Friday, October 30, 2009

Metaphors and Similes

Two types of imagery will enhance your novels: similes and metaphors. They are comparisons of a literal term with something else. That something else is usually visual, but can relate to sound, smell, taste, and touch, as well as emotions, ideas, and beliefs.


Similes compare one thing to another through similarity; typically preceded by the words "like" or "as." Robert Burns is using a simile when he says, "My love is like a red, red, rose."

In metaphors the comparison is expressed when a figurative term is substituted for a literal term. Shakespeare is using a metaphor here: "All the world's a stage."
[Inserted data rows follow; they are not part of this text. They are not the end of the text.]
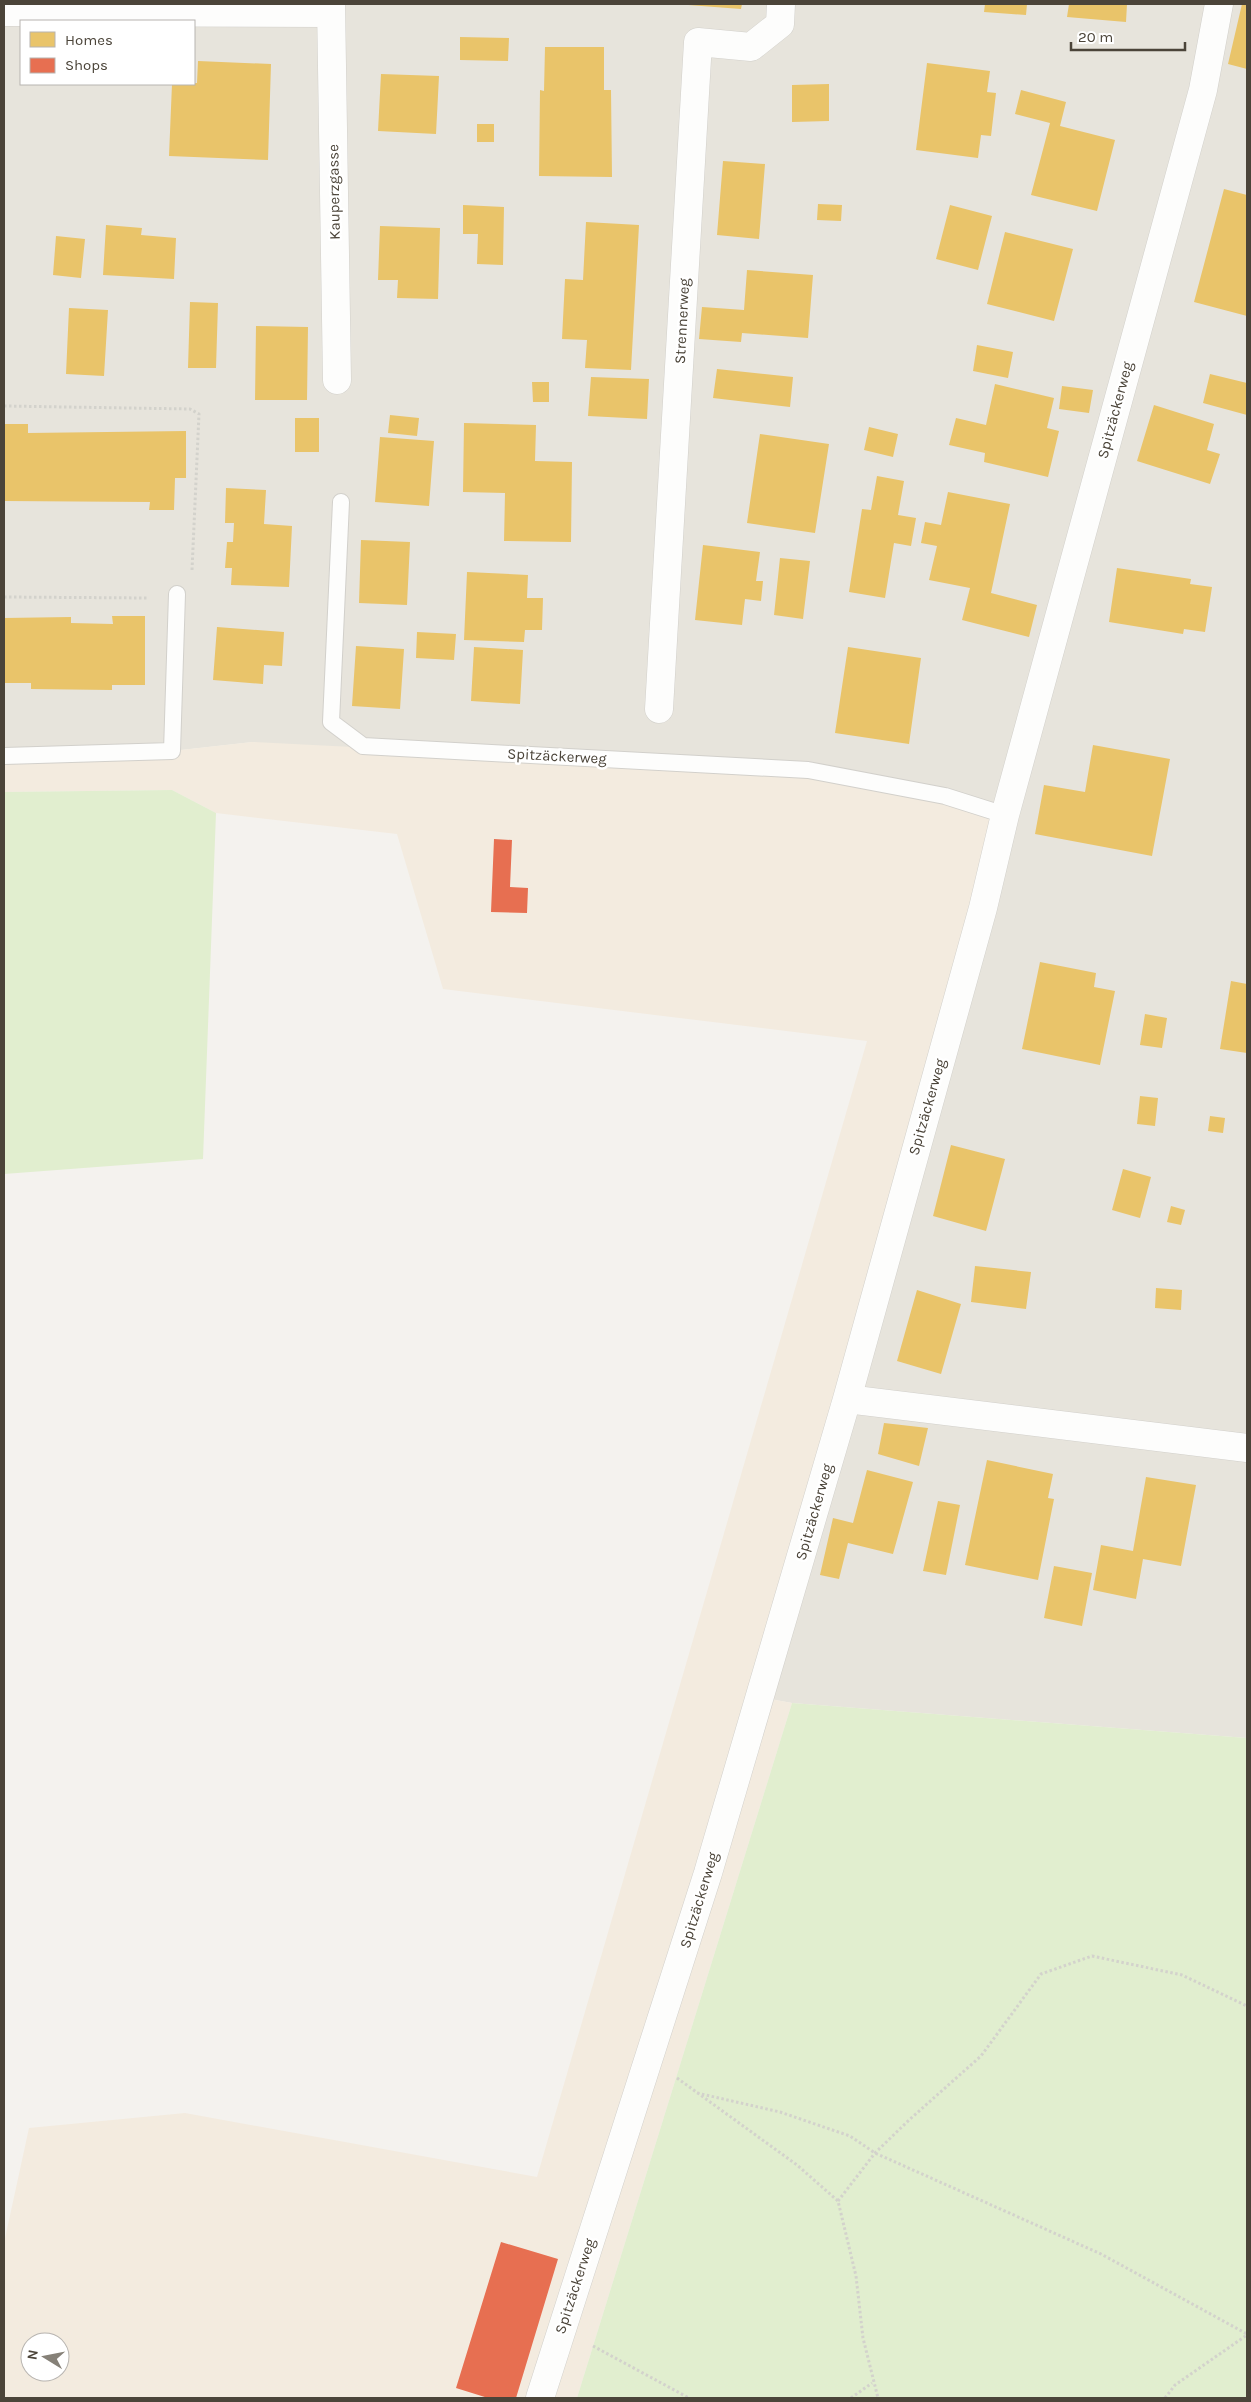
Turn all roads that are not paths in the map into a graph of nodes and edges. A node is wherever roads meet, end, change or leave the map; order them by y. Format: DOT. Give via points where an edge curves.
graph roads {
  1 [pos="781,4"];
  2 [pos="1219,4"];
  3 [pos="331,8"];
  4 [pos="4,12"];
  5 [pos="337,380"];
  6 [pos="341,502"];
  7 [pos="177,594"];
  8 [pos="659,709"];
  9 [pos="4,756"];
  10 [pos="1004,815"];
  11 [pos="847,1399"];
  12 [pos="1247,1448"];
  13 [pos="540,2398"];
  1 -- 8 [label="street, Strennerweg" via="780,24 751,47 698,42"];
  2 -- 10 [label="street, Spitzäckerweg" via="1203,90"];
  3 -- 4 [label="street"];
  3 -- 5 [label="street, Kauperzgasse"];
  6 -- 10 [label="lane, Spitzäckerweg" via="331,722 363,746 808,770 945,796"];
  7 -- 9 [label="lane" via="172,751"];
  10 -- 11 [label="street, Spitzäckerweg" via="983,908"];
  11 -- 12 [label="street"];
  11 -- 13 [label="street, Spitzäckerweg" via="708,1873"];
}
Most writing techniques, such as plotting, characterization, dialogue, etc. can be learned by reading books on writing. As for similes and metaphors, I thought you required a lot of imagination for that and I had misgivings about my own ability in this field. Then I discovered a method for cranking out similes and metaphors which, while still requiring good old imagination, made the process almost mechanical. The literal term is also called the tenor, and the figurative term is the vehicle, which must be dissimilar. A good simile or metaphor does not compare an apple to an orange, but an apple to something wholly unlike the apple, like a person one loves.

Figure 1.

Here's my technique for creating similes. Draw a table with three columns as in Figure 1 above. In the first column write the literal terms (brain, something in her face), in the second write "like", or an action plus "like", and in the third column write the figurative terms which, of course, should be unlike the literal terms, (brightly lit factory, light). For the two examples above, you can create the following:

"His brain was like a brightly lit factory, full of flying wheels and precision." Edith Wharton.
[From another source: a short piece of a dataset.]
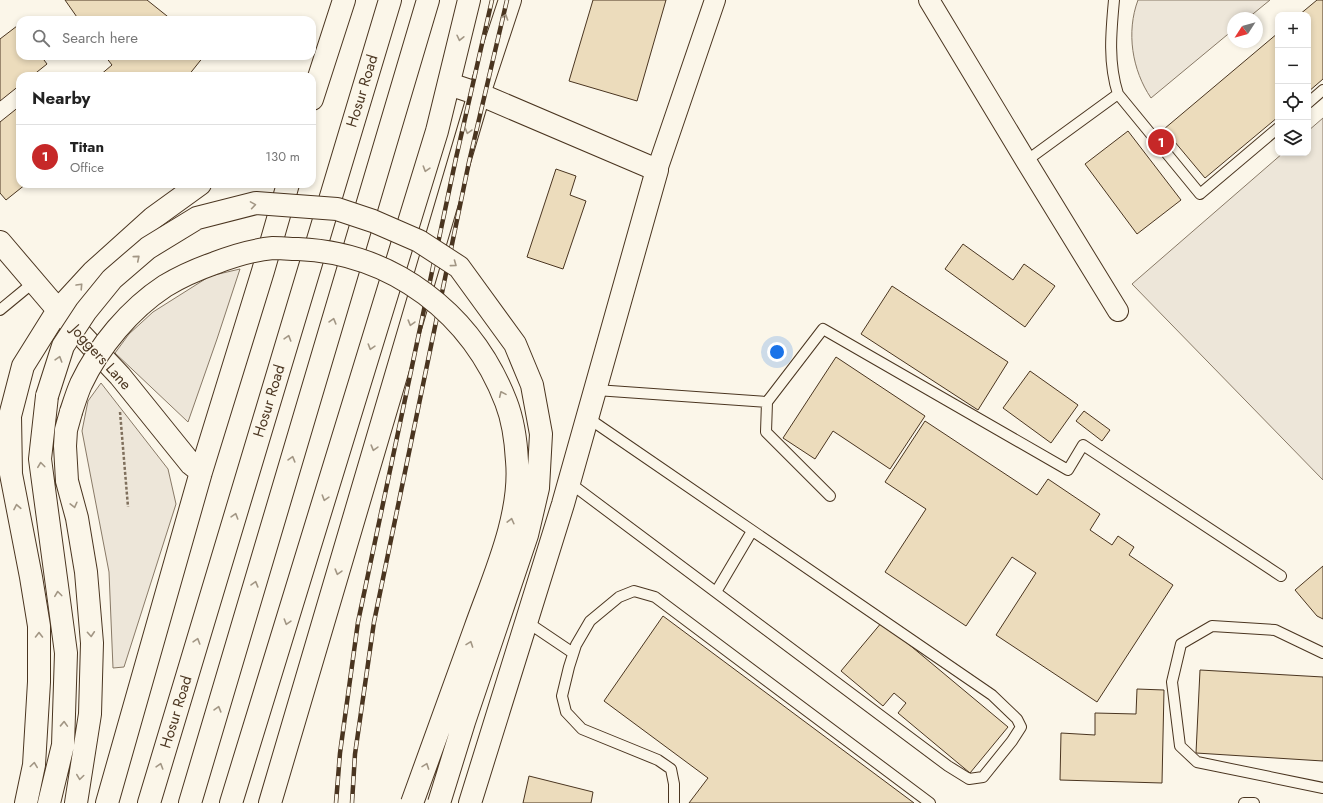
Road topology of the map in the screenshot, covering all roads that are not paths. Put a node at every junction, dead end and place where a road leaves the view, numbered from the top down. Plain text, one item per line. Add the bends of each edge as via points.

"Something in her face spilled over me like light through a swinging door." Sue Grafton.


Figure 2. More examples.

Sound: "Silently as a dream." William Cowper.

Smell: "The air smelled like a damp flannel." Jonathan Kellerman.

Taste: "My mouth tasted like an old penny." Robert B. Parker.

Touch/Temperature: "Colder than a banker's heart." William Diehl.

Touch/Sensation: "Shame came over me like a blanket of steam." Mary Gordon.

Figure 3.

To create a metaphor use the same method as a simile, but don't use "like" or "as." To create an extended metaphor, in the third column write the three or four figurative terms you want to compare to the literal term. Thus in the example in Figure 3, you can create an extended metaphor like so:

The trick, however, is to remember that hope is a perilous thing, that it's not a steel and concrete bridge across the void between this moment and a brighter future. Hope is no stronger than tremulous beads of dew strung on a filament of spiderweb, and it alone can't long support the terrible weight of an anguished mind and a tortured heart... . (Dean Koontz.)

Points to Ponder.

  • Writing fiction is the fine art of creating pictures, of taking the reader into a visual and sensory world peopled by characters with conflicts.
  • An effective image evokes emotion, atmosphere, or mood. It adds to characterization and style, and can also be a way to slow pace.
  • If your image is successful, then the time lag between reading it and matching it up to the story is almost imperceptible. Not only that, the story deepens by what meaning the image evokes.
  • It is said there are three stories in any novel: the one intended by the author, the one written on the page, and the one readers interpret from their lives.
  • In fiction, clichés used in dialogue add to characterization. However, in narration, aim for originality.
  • For a writer, metaphor is an art of attention-seeking, of asking you to perceive some thing afresh.
  • Creative writing is the art of defamiliarization: an act of stripping familiarity from the world about us, allowing us to see what custom has blinded us to. It is no less an act of revification.
  • As Shelley wrote of poetry, it "lifts the veil from the hidden beauty of the world, and makes familiar objects be as they were not familiar."
  • Scientific, philosophical, and artistic breakthroughs often go through four stages of cognitive and creative process: attention to detail (of a problem,) --> translation to metaphor, --> defamiliarization, --> receiving something at a different angle; in effect, perceiving it anew, as a child does.
  • Dickens uses metaphorical language energized by anger. When he introduces the depredations of the aristocracy, he portrays "Monseigneur," who requires numberless servants merely to serve him his chocolate. "Monseigneur" represents, by synecdoche, the corrupt luxury of the ruling class.

Bibliography:

  • David Holmes, Understanding the Art of Poetry: An Introduction to Literary Techniques and Devices;
  • Nancy Lamb, The Art and Craft of Storytelling;
  • Meg Leder, Jack Heffron, Editors of Writers Digest, The Complete Handbook of Novel Writing;
  • Elizabeth Lyon, Manuscript Makeover;
  • David Moreley, The Cambridge Introduction to Creative Writing;
  • Jane Smiley, 13 Ways of Looking at the Novel.